Work to complete -
Output each entry exactly; skip nothing.

[Stored records]
+---+

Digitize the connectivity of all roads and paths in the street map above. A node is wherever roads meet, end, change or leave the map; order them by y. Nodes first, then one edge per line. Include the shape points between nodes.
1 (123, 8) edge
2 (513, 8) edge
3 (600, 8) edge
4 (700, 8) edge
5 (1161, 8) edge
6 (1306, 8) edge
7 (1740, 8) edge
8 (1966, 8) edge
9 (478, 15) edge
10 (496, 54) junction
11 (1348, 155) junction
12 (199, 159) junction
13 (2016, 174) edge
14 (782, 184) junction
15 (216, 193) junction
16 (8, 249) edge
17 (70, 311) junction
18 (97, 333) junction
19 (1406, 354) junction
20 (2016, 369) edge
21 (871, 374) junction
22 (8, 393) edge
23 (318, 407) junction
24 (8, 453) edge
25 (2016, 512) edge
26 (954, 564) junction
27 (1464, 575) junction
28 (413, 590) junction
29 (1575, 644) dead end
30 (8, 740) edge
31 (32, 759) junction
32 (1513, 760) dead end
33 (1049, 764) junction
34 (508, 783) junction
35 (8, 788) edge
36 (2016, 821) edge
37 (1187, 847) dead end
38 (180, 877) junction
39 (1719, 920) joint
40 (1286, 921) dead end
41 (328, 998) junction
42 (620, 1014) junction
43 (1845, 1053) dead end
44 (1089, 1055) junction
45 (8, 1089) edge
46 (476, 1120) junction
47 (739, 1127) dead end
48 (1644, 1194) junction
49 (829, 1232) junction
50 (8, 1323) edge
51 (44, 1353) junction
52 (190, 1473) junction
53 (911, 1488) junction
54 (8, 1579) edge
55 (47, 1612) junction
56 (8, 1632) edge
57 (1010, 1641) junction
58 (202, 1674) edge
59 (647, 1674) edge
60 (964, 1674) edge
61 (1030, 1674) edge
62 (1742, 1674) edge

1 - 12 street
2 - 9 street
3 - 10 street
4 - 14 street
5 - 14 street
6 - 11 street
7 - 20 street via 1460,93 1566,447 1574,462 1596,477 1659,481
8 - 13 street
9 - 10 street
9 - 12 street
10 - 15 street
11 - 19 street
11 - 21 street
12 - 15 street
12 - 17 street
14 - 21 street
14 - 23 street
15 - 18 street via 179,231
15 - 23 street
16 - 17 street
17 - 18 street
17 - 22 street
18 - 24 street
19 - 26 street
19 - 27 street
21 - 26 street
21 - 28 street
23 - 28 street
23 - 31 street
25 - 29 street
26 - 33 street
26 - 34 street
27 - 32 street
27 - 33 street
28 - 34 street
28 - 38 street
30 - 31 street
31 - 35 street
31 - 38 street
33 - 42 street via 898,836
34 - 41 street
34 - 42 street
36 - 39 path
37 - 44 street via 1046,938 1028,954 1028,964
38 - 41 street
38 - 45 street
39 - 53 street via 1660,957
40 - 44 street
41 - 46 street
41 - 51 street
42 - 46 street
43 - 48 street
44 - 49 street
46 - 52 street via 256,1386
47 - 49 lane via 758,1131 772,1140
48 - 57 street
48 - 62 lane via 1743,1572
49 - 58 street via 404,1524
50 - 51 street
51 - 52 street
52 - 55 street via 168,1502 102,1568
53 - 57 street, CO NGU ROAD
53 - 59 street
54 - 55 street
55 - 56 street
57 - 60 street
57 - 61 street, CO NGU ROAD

+---+

Reply -
Digitize the connectivity of all roads and paths in the street map above. A node is wherever roads meet, end, change or leave the map; order them by y. Nodes first, then one edge per line. Include the shape points between nodes.
1 (123, 8) edge
2 (513, 8) edge
3 (600, 8) edge
4 (700, 8) edge
5 (1161, 8) edge
6 (1306, 8) edge
7 (1740, 8) edge
8 (1966, 8) edge
9 (478, 15) edge
10 (496, 54) junction
11 (1348, 155) junction
12 (199, 159) junction
13 (2016, 174) edge
14 (782, 184) junction
15 (216, 193) junction
16 (8, 249) edge
17 (70, 311) junction
18 (97, 333) junction
19 (1406, 354) junction
20 (2016, 369) edge
21 (871, 374) junction
22 (8, 393) edge
23 (318, 407) junction
24 (8, 453) edge
25 (2016, 512) edge
26 (954, 564) junction
27 (1464, 575) junction
28 (413, 590) junction
29 (1575, 644) dead end
30 (8, 740) edge
31 (32, 759) junction
32 (1513, 760) dead end
33 (1049, 764) junction
34 (508, 783) junction
35 (8, 788) edge
36 (2016, 821) edge
37 (1187, 847) dead end
38 (180, 877) junction
39 (1719, 920) joint
40 (1286, 921) dead end
41 (328, 998) junction
42 (620, 1014) junction
43 (1845, 1053) dead end
44 (1089, 1055) junction
45 (8, 1089) edge
46 (476, 1120) junction
47 (739, 1127) dead end
48 (1644, 1194) junction
49 (829, 1232) junction
50 (8, 1323) edge
51 (44, 1353) junction
52 (190, 1473) junction
53 (911, 1488) junction
54 (8, 1579) edge
55 (47, 1612) junction
56 (8, 1632) edge
57 (1010, 1641) junction
58 (202, 1674) edge
59 (647, 1674) edge
60 (964, 1674) edge
61 (1030, 1674) edge
62 (1742, 1674) edge

1 - 12 street
2 - 9 street
3 - 10 street
4 - 14 street
5 - 14 street
6 - 11 street
7 - 20 street via 1460,93 1566,447 1574,462 1596,477 1659,481
8 - 13 street
9 - 10 street
9 - 12 street
10 - 15 street
11 - 19 street
11 - 21 street
12 - 15 street
12 - 17 street
14 - 21 street
14 - 23 street
15 - 18 street via 179,231
15 - 23 street
16 - 17 street
17 - 18 street
17 - 22 street
18 - 24 street
19 - 26 street
19 - 27 street
21 - 26 street
21 - 28 street
23 - 28 street
23 - 31 street
25 - 29 street
26 - 33 street
26 - 34 street
27 - 32 street
27 - 33 street
28 - 34 street
28 - 38 street
30 - 31 street
31 - 35 street
31 - 38 street
33 - 42 street via 898,836
34 - 41 street
34 - 42 street
36 - 39 path
37 - 44 street via 1046,938 1028,954 1028,964
38 - 41 street
38 - 45 street
39 - 53 street via 1660,957
40 - 44 street
41 - 46 street
41 - 51 street
42 - 46 street
43 - 48 street
44 - 49 street
46 - 52 street via 256,1386
47 - 49 lane via 758,1131 772,1140
48 - 57 street
48 - 62 lane via 1743,1572
49 - 58 street via 404,1524
50 - 51 street
51 - 52 street
52 - 55 street via 168,1502 102,1568
53 - 57 street, CO NGU ROAD
53 - 59 street
54 - 55 street
55 - 56 street
57 - 60 street
57 - 61 street, CO NGU ROAD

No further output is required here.